Plus grand-chose de « naturel »

En vingt ans, nous sommes passés du rêve d’un Web sémantique à la réalité d’un Web presque essentiellement… synthétique. La sémantique compte toujours beaucoup dans l’élaboration des méthodes dites « d’apprentissage profond » (deep learning [l’apprentissage machine]), qui sont l’un des piliers de l’IA. Mais le Web, celui des médias sociaux, notamment, dans sa part visible comme invisible, a changé de nature.

C’est un Web synthétique, parce qu’il n’a plus grand-chose de « naturel », à la fois dans les interactions et dans les informations qui y circulent. On trouve partout et en masse des robots, des agents conversationnels, des algorithmes de contrôle assumant des effets d’éditorialisation désormais impossibles à nier. Les études scientifiques et techniques indiquent depuis déjà quelques années que presque la moitié du trafic de l’Internet mondial est causée par des robots.

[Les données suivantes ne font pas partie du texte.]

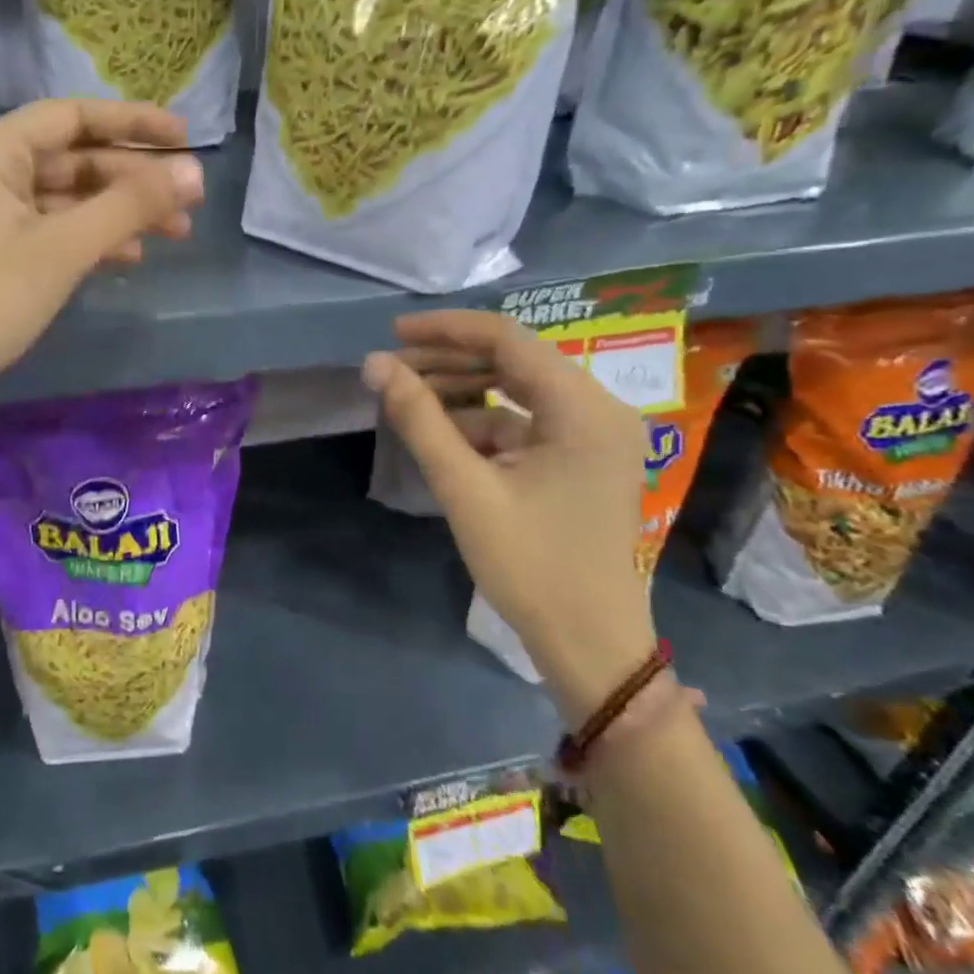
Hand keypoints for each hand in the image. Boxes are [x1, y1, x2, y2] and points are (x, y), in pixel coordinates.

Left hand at [0, 99, 203, 417]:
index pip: (75, 117)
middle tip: (190, 199)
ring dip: (121, 211)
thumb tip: (195, 173)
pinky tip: (131, 257)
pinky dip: (94, 239)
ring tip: (176, 232)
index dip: (133, 123)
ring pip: (70, 198)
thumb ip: (130, 205)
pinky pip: (56, 231)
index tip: (187, 138)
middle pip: (76, 158)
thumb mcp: (64, 247)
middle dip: (134, 178)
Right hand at [363, 311, 653, 724]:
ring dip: (463, 388)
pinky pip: (525, 419)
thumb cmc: (530, 565)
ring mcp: (593, 435)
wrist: (588, 643)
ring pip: (518, 387)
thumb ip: (419, 418)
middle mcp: (598, 409)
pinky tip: (443, 433)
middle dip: (450, 359)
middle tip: (392, 369)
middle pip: (514, 359)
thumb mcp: (465, 487)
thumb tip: (374, 364)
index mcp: (584, 409)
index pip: (508, 339)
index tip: (393, 333)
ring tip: (409, 396)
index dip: (446, 329)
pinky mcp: (581, 458)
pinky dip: (483, 420)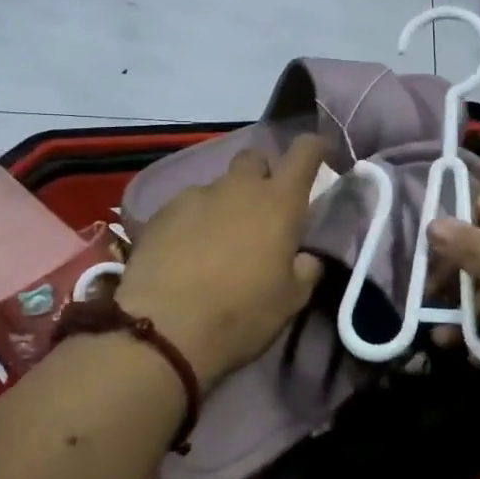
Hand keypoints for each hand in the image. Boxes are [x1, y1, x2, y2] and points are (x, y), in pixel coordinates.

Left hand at [116, 136, 326, 385]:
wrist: (163, 330)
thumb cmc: (242, 314)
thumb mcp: (292, 300)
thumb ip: (306, 268)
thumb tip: (305, 256)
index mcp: (280, 202)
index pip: (305, 151)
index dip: (314, 148)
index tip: (318, 158)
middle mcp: (239, 187)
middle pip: (255, 158)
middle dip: (262, 176)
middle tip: (261, 212)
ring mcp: (196, 195)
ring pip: (218, 186)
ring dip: (225, 204)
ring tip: (217, 242)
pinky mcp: (161, 212)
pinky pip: (186, 206)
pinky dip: (192, 221)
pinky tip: (185, 253)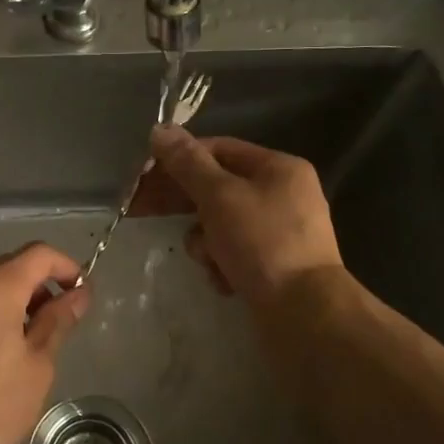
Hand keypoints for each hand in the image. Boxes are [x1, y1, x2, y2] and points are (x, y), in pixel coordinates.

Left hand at [0, 243, 89, 443]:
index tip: (80, 296)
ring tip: (21, 347)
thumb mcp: (36, 367)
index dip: (66, 267)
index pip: (38, 254)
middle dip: (37, 288)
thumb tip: (77, 294)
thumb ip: (57, 321)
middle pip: (7, 268)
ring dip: (8, 305)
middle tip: (55, 325)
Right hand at [142, 126, 343, 305]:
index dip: (180, 158)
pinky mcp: (273, 265)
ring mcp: (279, 232)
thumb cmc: (261, 243)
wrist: (304, 313)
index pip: (219, 149)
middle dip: (183, 203)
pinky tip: (225, 280)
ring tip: (209, 259)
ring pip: (221, 224)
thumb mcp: (219, 196)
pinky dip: (223, 264)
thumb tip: (160, 130)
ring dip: (205, 242)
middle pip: (217, 188)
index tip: (145, 174)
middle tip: (140, 209)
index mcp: (278, 168)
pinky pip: (234, 253)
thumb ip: (187, 163)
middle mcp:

Par-delà le trafic, c’est désormais aussi dans la production d’informations (vraies ou fausses) et dans les interactions en ligne au sein des médias sociaux que la part des robots est de plus en plus importante et pourrait rapidement nous placer en situation de naviguer, de discuter et d’interagir au moins autant – et peut-être demain presque exclusivement – avec des programmes informatiques qu’avec des individus.